* DATA TO PROCESS:
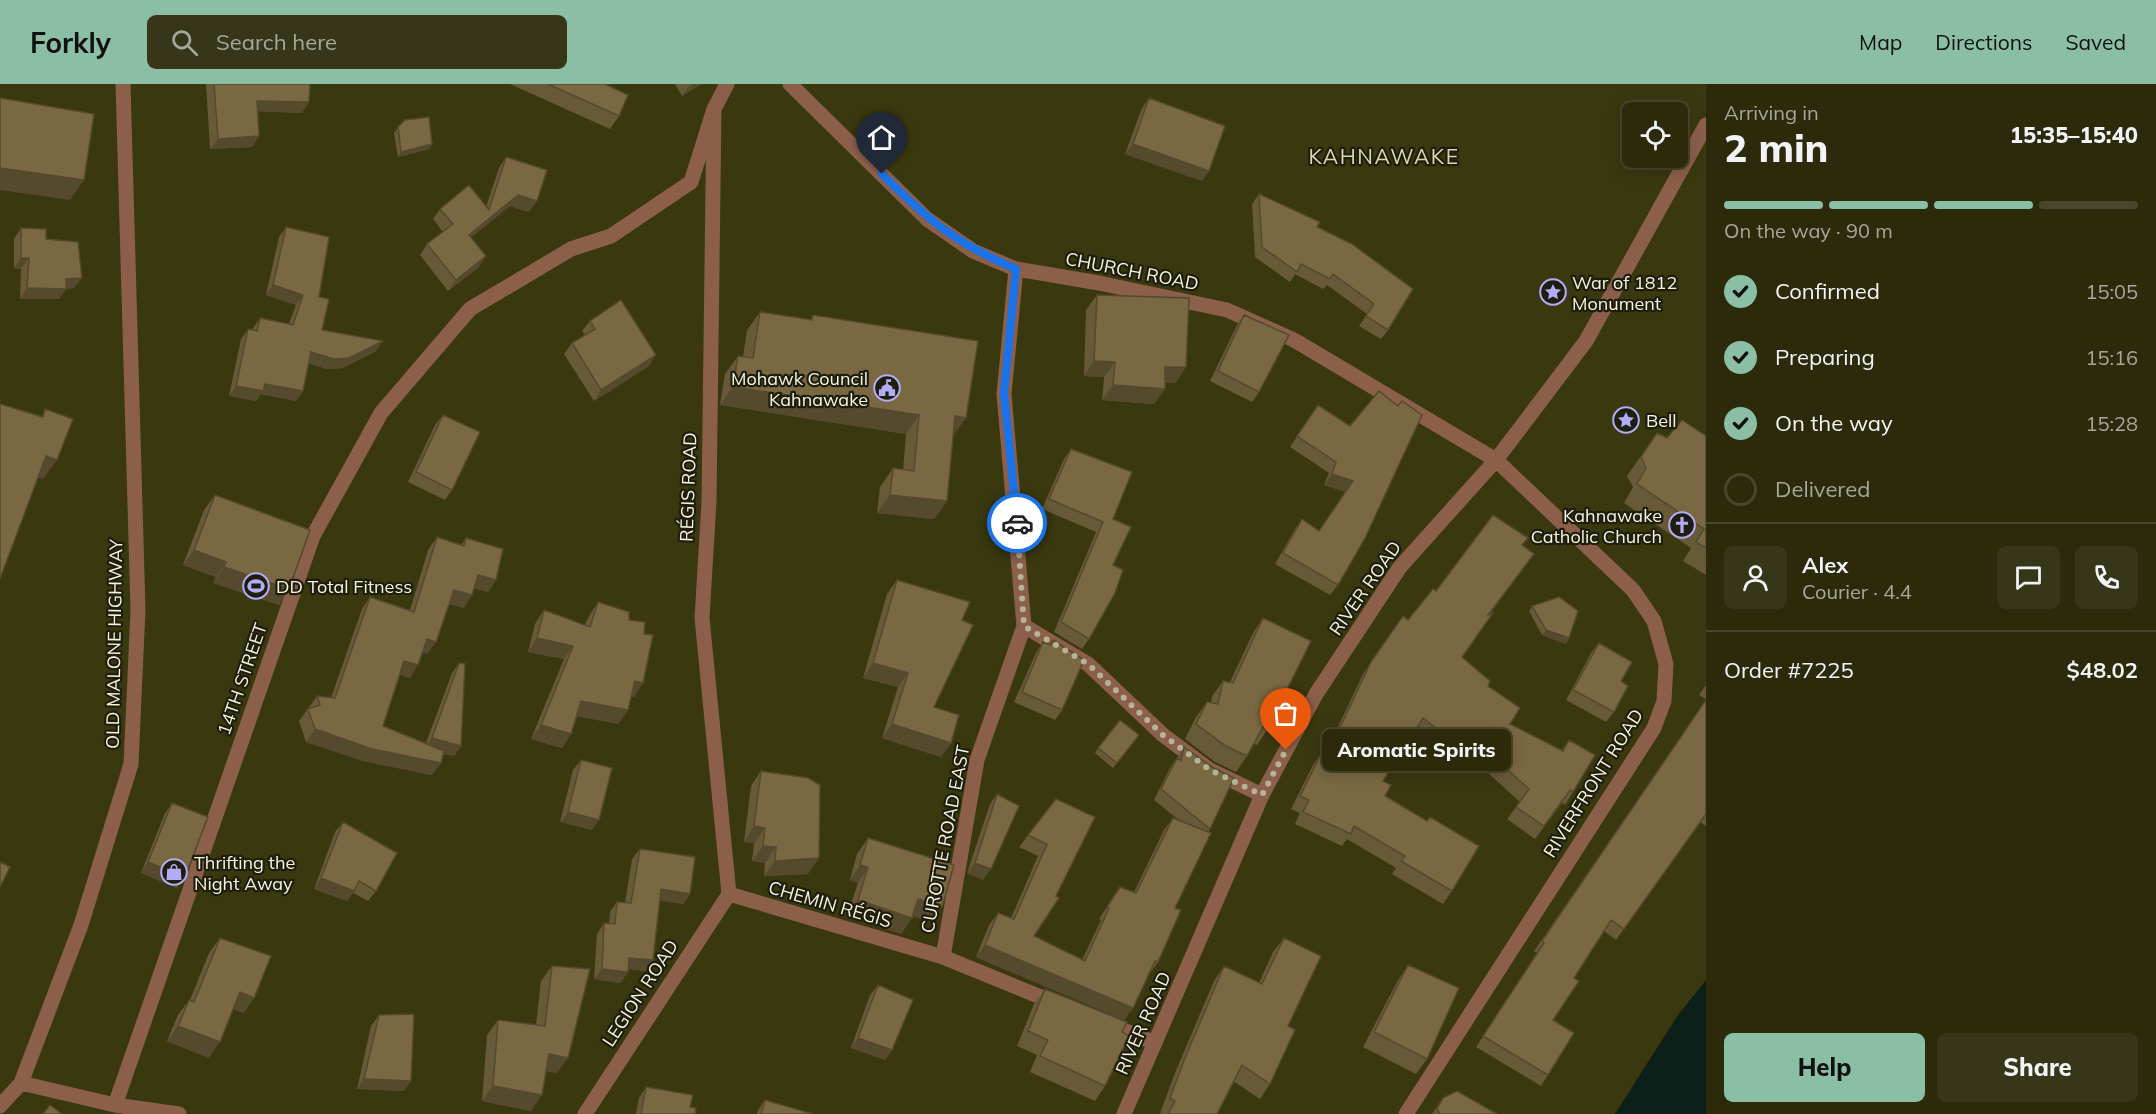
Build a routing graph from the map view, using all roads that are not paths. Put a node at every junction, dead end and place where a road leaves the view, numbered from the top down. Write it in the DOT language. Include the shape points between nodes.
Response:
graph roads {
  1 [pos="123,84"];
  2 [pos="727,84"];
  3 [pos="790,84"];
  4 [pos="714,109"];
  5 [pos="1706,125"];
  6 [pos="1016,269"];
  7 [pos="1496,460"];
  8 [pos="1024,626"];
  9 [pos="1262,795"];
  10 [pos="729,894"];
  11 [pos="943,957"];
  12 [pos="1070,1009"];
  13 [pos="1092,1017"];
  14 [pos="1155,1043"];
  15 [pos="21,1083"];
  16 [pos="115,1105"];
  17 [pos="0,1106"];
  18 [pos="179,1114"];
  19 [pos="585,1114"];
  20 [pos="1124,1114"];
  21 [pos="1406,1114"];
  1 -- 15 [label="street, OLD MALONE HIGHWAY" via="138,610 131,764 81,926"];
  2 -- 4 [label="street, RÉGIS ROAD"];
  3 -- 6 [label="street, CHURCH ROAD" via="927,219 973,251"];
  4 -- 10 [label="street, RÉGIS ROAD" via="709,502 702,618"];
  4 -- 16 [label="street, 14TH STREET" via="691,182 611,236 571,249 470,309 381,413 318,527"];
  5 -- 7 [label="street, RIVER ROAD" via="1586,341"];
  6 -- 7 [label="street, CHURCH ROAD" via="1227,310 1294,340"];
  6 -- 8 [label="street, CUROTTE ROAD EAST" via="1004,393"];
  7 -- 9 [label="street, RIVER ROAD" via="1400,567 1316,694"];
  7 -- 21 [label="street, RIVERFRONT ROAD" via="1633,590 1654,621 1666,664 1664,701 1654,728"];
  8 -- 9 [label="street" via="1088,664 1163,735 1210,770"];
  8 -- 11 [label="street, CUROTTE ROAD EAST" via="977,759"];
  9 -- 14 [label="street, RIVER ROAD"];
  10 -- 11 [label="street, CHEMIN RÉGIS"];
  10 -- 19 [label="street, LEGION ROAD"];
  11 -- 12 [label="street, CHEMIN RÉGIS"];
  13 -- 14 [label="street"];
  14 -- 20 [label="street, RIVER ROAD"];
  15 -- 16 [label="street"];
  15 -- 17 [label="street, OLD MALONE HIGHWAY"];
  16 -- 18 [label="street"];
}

* ASSIGNED TASK: Could you please report how many lines of the listing above hold the word "CHURCH"? Only the number is needed.

* EXERCISE ANSWER: 2